__Task brief__
Please reproduce the data below exactly, from the first line to the last.

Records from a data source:

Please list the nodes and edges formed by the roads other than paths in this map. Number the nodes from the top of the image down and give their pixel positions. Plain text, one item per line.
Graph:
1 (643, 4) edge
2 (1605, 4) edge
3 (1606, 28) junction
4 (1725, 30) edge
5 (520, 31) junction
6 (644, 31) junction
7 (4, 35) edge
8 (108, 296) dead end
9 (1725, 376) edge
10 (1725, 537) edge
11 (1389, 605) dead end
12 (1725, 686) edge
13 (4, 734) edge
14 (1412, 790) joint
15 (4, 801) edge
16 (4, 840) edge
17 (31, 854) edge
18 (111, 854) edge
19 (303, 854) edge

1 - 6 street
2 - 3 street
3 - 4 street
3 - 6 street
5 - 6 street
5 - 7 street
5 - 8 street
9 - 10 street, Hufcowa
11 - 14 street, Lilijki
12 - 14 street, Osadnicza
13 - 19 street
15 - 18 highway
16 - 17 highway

__Task output__
Please list the nodes and edges formed by the roads other than paths in this map. Number the nodes from the top of the image down and give their pixel positions. Plain text, one item per line.
Graph:
1 (643, 4) edge
2 (1605, 4) edge
3 (1606, 28) junction
4 (1725, 30) edge
5 (520, 31) junction
6 (644, 31) junction
7 (4, 35) edge
8 (108, 296) dead end
9 (1725, 376) edge
10 (1725, 537) edge
11 (1389, 605) dead end
12 (1725, 686) edge
13 (4, 734) edge
14 (1412, 790) joint
15 (4, 801) edge
16 (4, 840) edge
17 (31, 854) edge
18 (111, 854) edge
19 (303, 854) edge

1 - 6 street
2 - 3 street
3 - 4 street
3 - 6 street
5 - 6 street
5 - 7 street
5 - 8 street
9 - 10 street, Hufcowa
11 - 14 street, Lilijki
12 - 14 street, Osadnicza
13 - 19 street
15 - 18 highway
16 - 17 highway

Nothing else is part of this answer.